OHNE TITEL

Der in Zuzwil in der Nähe der Thur arbeitende Künstler Roland Guggenbühler beobachtet das Flussbett und die Steine darin. Ihre Botschaft wohl vernehmend wählt er die im Flussknie angeschwemmten Kiesel als Medium zur Realisierung seiner künstlerischen Ideen. Seit über fünf Jahren entwickelt und baut er kontinuierlich seine Steingeschichten. Er durchbohrt die Steine, um diese auf Stahlstäbe oder Stahlseile aufzureihen. Diese Einzelelemente lassen mannigfache, additiv gestapelte, vertikal oder horizontal ausgerichtete, formale Lösungen zu.

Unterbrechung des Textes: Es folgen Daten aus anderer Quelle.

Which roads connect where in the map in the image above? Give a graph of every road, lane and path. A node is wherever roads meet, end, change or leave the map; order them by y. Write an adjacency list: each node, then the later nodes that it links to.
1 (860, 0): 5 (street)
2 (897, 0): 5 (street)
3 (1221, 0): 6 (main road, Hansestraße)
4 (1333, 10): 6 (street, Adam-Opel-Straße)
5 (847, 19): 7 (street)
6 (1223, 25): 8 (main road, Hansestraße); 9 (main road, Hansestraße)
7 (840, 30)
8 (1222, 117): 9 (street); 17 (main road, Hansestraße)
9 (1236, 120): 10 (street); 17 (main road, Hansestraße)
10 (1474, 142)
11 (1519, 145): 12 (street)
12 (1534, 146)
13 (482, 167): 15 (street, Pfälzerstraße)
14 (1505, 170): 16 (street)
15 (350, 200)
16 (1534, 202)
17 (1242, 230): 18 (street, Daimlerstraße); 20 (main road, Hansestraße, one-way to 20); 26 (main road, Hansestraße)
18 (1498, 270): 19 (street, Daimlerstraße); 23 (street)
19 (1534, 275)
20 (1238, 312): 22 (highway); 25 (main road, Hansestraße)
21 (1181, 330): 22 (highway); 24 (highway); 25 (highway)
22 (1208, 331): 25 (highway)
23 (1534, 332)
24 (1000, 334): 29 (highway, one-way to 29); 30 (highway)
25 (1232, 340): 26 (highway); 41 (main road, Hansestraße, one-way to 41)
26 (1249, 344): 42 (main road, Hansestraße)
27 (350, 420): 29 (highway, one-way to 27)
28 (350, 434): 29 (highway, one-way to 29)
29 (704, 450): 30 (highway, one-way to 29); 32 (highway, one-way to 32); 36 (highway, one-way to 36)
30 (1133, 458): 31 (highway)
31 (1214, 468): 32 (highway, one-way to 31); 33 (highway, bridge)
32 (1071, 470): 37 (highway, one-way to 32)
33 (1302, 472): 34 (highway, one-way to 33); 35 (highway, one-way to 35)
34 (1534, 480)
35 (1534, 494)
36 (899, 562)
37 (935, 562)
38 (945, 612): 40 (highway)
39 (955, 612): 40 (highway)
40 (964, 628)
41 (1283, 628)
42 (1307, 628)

Das Faszinosum Fluss und Kieselstein, ihre stete Beobachtung, verdichtet sich in seinem Schaffen zu ausdrucksstarken Werken. Im Strom der Erinnerung wecken sie das Bild des immerfort in die Zukunft fliessenden Wassers. Bei aller Anstrengung der Menschen konnten Fels und Wasser nicht völlig gezähmt werden. Wenn Guggenbühler Elemente der Natur in seine Kunstwerke integriert, lässt er uns dies schwergewichtig und leicht zugleich erleben.